-- RECORDS FOR PROCESSING follows --

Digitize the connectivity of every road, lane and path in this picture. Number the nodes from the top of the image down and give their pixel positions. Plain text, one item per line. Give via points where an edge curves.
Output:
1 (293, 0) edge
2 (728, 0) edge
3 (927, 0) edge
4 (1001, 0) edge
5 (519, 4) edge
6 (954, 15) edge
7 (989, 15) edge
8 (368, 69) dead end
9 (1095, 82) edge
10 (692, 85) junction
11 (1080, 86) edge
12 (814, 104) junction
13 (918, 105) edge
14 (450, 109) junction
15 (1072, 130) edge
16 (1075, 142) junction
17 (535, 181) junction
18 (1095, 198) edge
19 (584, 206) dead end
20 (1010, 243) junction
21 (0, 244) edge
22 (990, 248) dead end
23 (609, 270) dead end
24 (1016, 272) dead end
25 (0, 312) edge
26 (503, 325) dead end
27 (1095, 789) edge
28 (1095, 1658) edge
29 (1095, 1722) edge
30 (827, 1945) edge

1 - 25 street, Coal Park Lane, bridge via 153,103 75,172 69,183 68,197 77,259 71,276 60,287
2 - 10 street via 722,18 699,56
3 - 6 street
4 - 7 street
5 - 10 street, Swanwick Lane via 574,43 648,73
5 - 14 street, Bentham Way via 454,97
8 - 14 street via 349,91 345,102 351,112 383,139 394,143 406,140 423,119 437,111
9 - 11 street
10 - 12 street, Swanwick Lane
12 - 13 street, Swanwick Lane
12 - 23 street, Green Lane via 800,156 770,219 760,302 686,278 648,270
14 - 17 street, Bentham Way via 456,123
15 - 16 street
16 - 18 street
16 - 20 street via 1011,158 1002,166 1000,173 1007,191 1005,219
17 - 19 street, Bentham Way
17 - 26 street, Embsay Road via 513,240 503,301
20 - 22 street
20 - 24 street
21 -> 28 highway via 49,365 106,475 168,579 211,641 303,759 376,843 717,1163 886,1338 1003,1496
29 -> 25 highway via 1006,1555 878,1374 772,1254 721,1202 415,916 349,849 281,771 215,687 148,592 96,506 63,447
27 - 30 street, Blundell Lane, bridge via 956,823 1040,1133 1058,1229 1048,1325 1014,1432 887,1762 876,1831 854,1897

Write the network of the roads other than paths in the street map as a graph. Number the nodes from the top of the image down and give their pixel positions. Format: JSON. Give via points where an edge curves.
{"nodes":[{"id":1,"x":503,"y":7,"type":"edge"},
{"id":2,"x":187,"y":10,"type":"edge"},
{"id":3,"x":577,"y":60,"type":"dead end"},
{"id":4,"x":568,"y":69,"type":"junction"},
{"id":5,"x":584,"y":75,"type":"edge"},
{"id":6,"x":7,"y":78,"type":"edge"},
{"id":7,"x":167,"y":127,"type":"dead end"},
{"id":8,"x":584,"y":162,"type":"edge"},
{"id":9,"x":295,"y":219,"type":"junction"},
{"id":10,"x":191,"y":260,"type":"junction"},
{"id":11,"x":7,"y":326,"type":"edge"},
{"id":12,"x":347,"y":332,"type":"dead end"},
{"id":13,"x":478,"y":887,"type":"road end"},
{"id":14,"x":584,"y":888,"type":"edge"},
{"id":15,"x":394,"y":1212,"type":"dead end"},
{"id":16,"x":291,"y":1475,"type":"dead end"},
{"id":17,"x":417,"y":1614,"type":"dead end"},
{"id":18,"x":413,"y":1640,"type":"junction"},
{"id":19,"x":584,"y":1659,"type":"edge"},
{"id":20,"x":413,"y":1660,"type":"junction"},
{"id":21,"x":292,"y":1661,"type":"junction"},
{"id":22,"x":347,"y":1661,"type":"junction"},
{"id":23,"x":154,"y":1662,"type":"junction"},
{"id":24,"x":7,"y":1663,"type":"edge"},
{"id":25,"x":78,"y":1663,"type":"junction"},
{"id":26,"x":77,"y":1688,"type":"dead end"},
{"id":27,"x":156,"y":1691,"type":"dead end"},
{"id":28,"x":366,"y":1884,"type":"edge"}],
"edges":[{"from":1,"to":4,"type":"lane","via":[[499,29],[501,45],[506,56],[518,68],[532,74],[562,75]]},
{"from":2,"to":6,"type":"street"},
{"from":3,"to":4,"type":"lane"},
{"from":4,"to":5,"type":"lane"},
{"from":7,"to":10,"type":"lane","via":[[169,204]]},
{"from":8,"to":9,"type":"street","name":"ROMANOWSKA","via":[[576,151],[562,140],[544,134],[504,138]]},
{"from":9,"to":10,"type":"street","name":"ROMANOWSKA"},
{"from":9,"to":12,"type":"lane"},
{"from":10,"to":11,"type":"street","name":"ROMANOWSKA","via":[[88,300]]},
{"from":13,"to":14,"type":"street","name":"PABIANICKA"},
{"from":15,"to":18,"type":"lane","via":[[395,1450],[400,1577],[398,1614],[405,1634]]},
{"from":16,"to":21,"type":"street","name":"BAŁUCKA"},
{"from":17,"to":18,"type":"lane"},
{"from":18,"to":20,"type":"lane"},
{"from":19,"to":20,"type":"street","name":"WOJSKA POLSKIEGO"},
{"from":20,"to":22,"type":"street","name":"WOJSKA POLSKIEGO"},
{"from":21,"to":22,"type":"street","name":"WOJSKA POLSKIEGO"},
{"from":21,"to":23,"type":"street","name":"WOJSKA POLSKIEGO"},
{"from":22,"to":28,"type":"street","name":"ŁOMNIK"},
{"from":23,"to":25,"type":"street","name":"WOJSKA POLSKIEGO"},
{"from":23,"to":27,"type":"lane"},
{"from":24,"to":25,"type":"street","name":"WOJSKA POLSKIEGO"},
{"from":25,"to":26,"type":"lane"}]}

-- RECORDS FOR PROCESSING concluded --

• WHAT YOU SHOULD DO: Read the data above. Pull out each line in which the string "where" appears.

• ANSWER TO THIS TASK:
Digitize the connectivity of every road, lane and path in this picture. Number the nodes from the top of the image down and give their pixel positions. Plain text, one item per line. Give via points where an edge curves.
Write the network of the roads other than paths in the street map as a graph. Number the nodes from the top of the image down and give their pixel positions. Format: JSON. Give via points where an edge curves.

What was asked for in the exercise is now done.